Assignment —
Every line of the data below must be output exactly, with images left out.

Saved data entries:
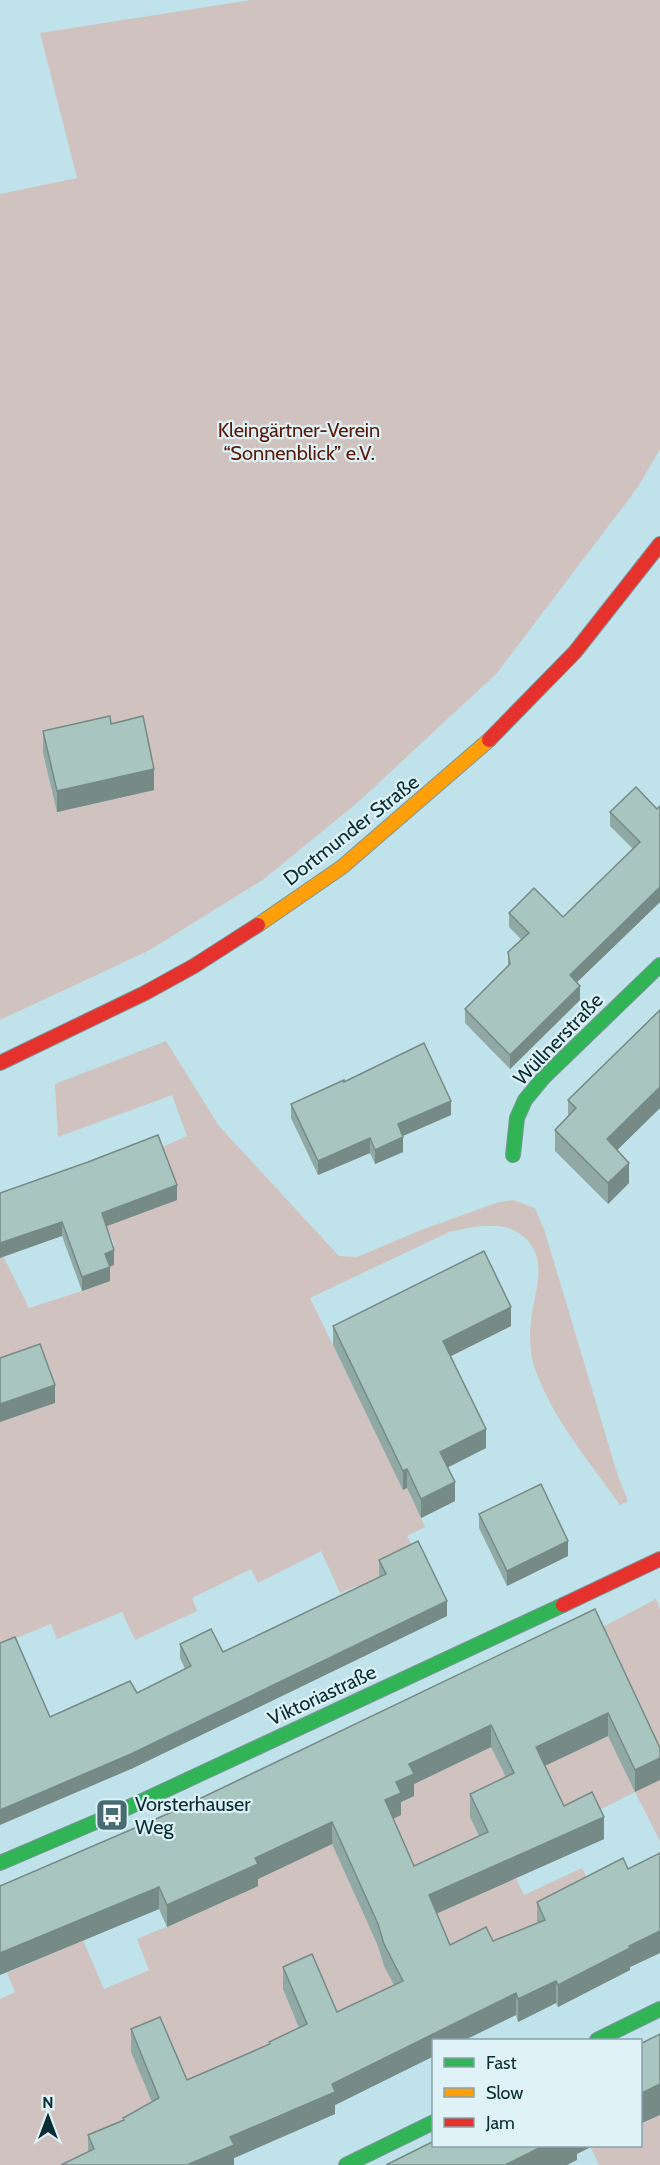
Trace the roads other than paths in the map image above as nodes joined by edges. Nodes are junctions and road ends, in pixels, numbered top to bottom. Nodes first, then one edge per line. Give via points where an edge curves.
1 (660, 544) edge
2 (660, 965) edge
3 (0, 1062) edge
4 (513, 1155) dead end
5 (660, 1559) edge
6 (0, 1863) edge
7 (660, 2009) edge
8 (599, 2039) edge
9 (432, 2123) edge
10 (346, 2165) edge

1 - 3 street, Dortmunder Straße via 575,652 501,729 342,867 194,966
2 - 4 street, Wüllnerstraße via 525,1100 517,1118
5 - 6 street, Viktoriastraße via 112,1815
7 - 8 street
9 - 10 street

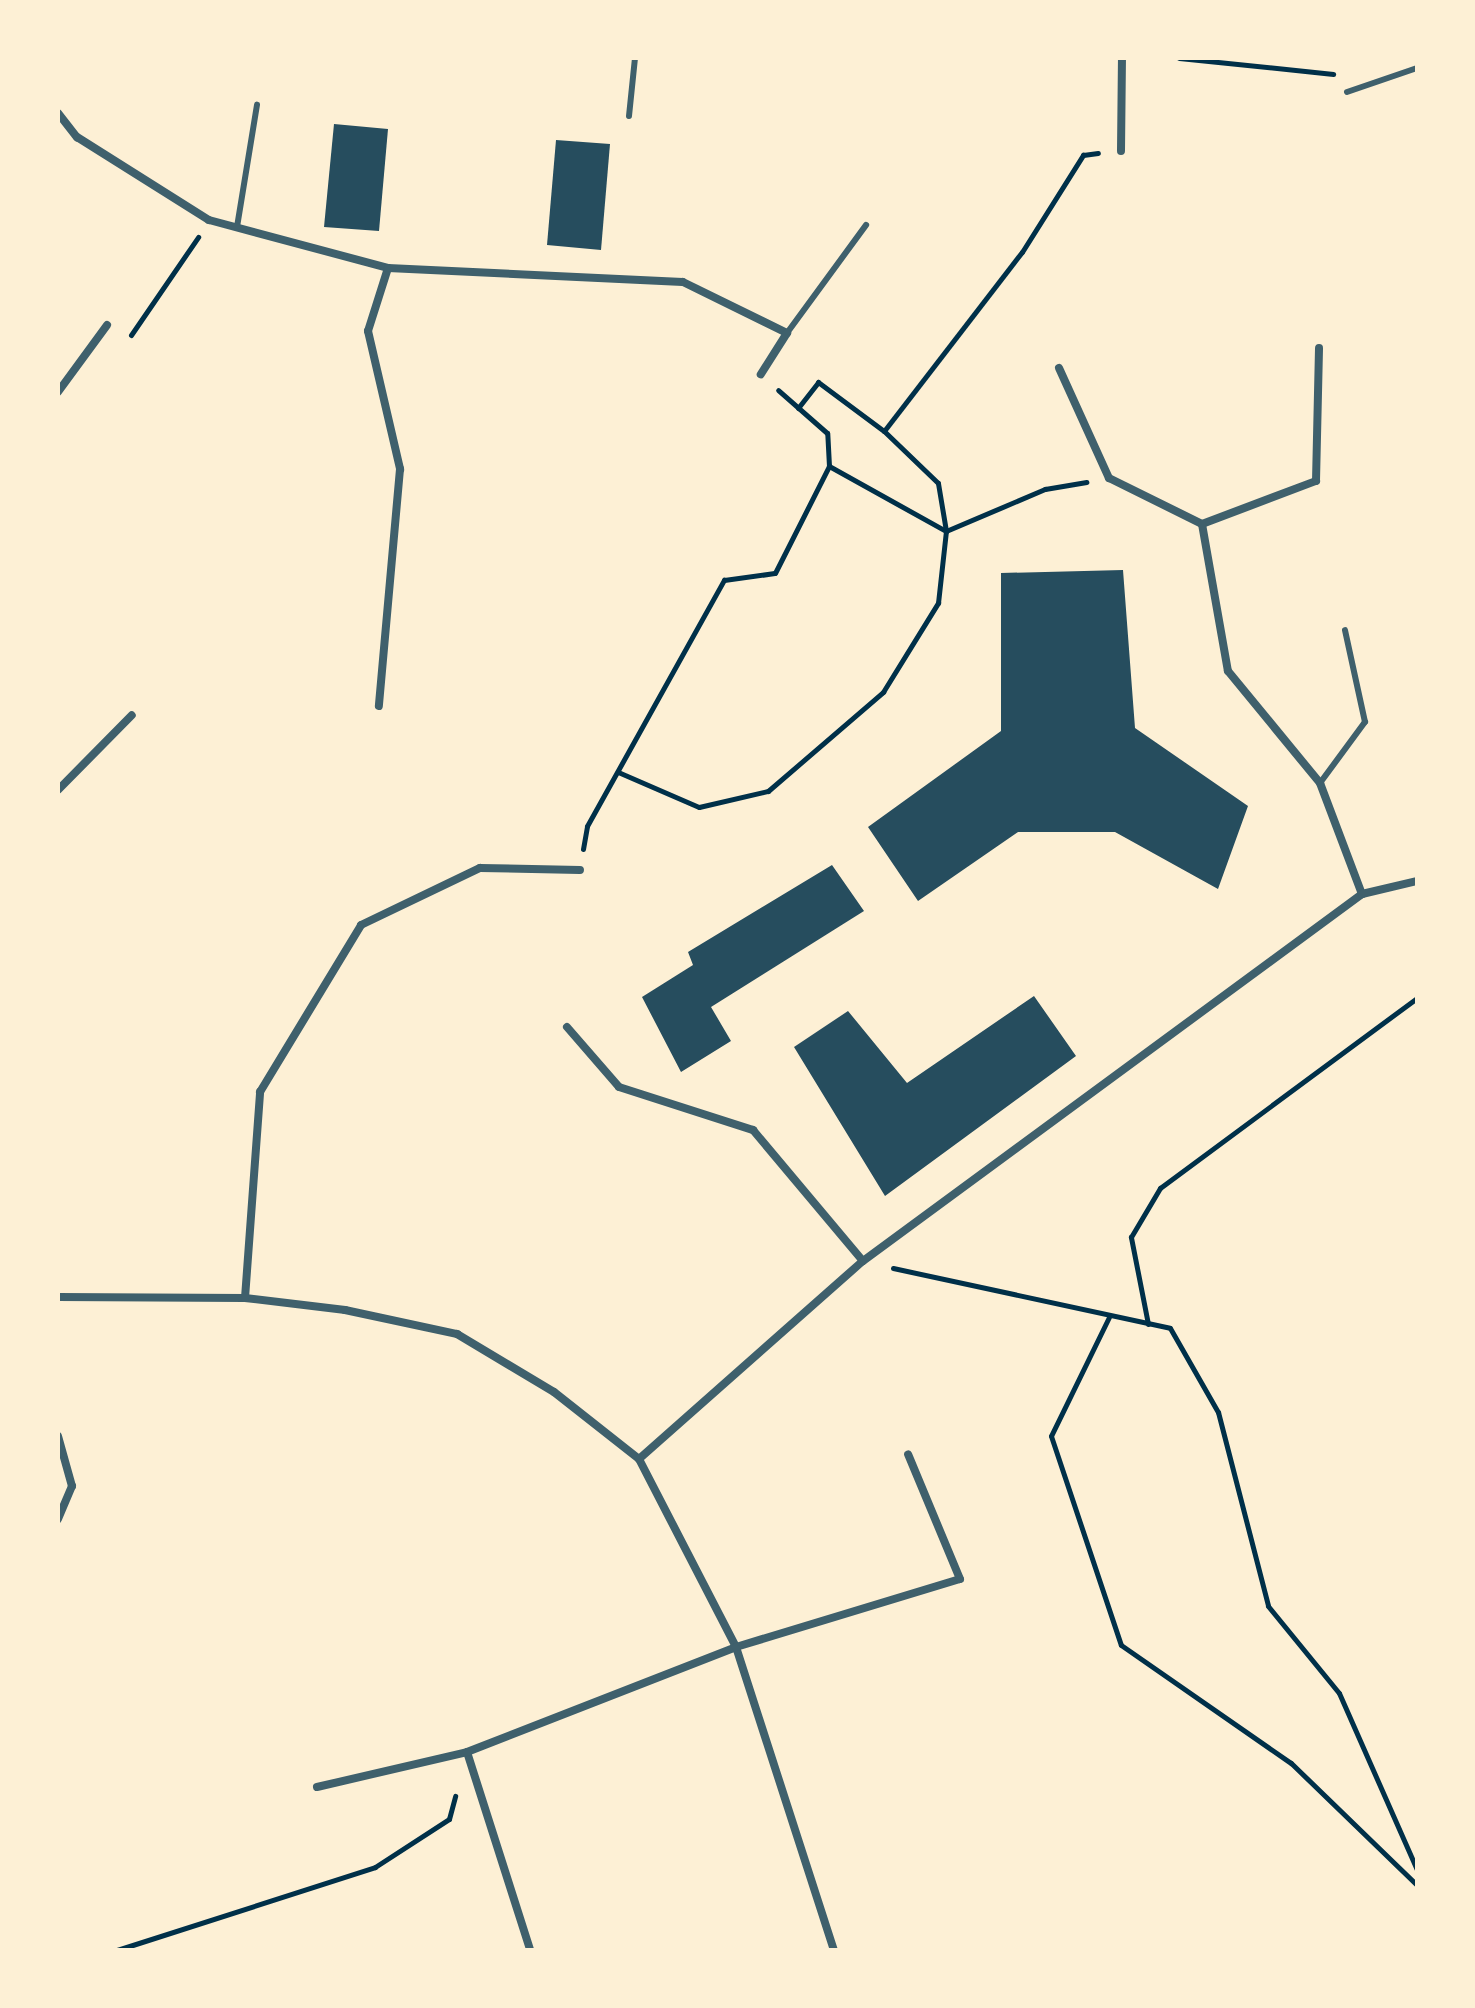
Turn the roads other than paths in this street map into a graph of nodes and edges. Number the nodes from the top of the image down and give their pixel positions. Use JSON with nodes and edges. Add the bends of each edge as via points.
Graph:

Reply —
Trace the roads other than paths in the map image above as nodes joined by edges. Nodes are junctions and road ends, in pixels, numbered top to bottom. Nodes first, then one edge per line. Give via points where an edge curves.
1 (660, 544) edge
2 (660, 965) edge
3 (0, 1062) edge
4 (513, 1155) dead end
5 (660, 1559) edge
6 (0, 1863) edge
7 (660, 2009) edge
8 (599, 2039) edge
9 (432, 2123) edge
10 (346, 2165) edge

1 - 3 street, Dortmunder Straße via 575,652 501,729 342,867 194,966
2 - 4 street, Wüllnerstraße via 525,1100 517,1118
5 - 6 street, Viktoriastraße via 112,1815
7 - 8 street
9 - 10 street

Turn the roads other than paths in this street map into a graph of nodes and edges. Number the nodes from the top of the image down and give their pixel positions. Use JSON with nodes and edges. Add the bends of each edge as via points.
Graph:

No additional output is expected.